• _Exercise instructions_:
Among the entries below, one line contains "pinky pip: (1180, 882)" and another contains "ring mcp: (1197, 873)". Transcribe those two lines and every line between them, exactly.

Extracted data entries

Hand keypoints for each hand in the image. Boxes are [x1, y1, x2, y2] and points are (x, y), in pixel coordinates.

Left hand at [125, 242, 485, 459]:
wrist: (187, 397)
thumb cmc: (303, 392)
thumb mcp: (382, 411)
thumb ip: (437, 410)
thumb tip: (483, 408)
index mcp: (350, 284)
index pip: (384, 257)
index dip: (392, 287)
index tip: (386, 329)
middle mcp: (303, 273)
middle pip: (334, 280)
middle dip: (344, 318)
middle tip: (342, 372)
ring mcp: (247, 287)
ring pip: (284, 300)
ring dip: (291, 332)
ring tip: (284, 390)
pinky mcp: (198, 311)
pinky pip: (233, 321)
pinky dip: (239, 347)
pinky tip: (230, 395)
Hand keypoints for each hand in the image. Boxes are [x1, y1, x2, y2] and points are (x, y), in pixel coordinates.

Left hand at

---

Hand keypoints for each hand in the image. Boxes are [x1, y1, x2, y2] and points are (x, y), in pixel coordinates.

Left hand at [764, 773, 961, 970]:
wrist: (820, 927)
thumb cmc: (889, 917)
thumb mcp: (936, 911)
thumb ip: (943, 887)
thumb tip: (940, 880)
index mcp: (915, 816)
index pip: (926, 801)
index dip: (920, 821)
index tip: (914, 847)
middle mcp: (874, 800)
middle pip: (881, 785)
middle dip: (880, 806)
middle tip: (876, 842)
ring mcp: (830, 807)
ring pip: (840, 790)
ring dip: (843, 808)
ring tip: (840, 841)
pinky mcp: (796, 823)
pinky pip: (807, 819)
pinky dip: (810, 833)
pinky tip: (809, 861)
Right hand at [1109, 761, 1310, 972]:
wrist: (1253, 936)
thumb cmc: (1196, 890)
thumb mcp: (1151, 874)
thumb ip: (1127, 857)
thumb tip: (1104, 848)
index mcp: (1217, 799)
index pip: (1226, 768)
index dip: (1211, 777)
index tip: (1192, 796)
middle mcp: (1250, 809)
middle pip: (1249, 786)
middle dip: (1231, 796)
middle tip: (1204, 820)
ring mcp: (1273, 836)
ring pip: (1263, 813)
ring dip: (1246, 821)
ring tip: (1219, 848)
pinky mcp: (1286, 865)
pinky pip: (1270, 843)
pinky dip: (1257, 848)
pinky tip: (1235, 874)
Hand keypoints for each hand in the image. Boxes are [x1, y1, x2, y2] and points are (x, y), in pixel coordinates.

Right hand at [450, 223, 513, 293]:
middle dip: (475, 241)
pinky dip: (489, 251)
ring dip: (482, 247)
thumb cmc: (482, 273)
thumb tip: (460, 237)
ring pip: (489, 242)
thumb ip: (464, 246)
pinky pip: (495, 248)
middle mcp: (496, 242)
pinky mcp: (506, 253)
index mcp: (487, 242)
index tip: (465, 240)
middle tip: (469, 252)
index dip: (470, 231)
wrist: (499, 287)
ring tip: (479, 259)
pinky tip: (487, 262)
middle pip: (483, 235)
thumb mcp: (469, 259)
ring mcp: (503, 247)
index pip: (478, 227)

* * *

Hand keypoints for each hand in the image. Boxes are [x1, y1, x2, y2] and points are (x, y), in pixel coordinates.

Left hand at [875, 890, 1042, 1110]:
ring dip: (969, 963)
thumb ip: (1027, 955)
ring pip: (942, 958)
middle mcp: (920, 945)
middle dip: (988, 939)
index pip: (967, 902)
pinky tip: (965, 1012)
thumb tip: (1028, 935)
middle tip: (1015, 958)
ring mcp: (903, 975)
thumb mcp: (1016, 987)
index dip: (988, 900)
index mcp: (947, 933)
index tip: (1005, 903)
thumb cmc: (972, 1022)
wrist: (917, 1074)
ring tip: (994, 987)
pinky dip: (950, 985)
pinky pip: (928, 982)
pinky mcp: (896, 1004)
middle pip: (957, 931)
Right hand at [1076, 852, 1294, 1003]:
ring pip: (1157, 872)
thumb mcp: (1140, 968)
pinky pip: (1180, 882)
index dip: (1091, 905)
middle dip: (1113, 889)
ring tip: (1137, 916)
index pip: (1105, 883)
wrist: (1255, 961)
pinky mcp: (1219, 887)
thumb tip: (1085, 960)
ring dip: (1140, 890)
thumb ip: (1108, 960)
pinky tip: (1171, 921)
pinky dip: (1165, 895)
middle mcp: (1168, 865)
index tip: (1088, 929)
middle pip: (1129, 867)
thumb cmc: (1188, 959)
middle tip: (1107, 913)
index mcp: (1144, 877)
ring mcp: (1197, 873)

• _Response area_:
pinky pip: (1180, 882)
index dip: (1091, 905)
middle dip: (1113, 889)
ring tip: (1137, 916)
index pip: (1105, 883)
wrist: (1255, 961)
pinky mcp: (1219, 887)
thumb tip: (1085, 960)
ring dip: (1140, 890)
thumb ip: (1108, 960)
pinky tip: (1171, 921)
pinky dip: (1165, 895)
middle mcp: (1168, 865)
index tip: (1088, 929)
middle pip: (1129, 867)
thumb cmc: (1188, 959)
middle tip: (1107, 913)
index mcp: (1144, 877)
ring mcp: (1197, 873)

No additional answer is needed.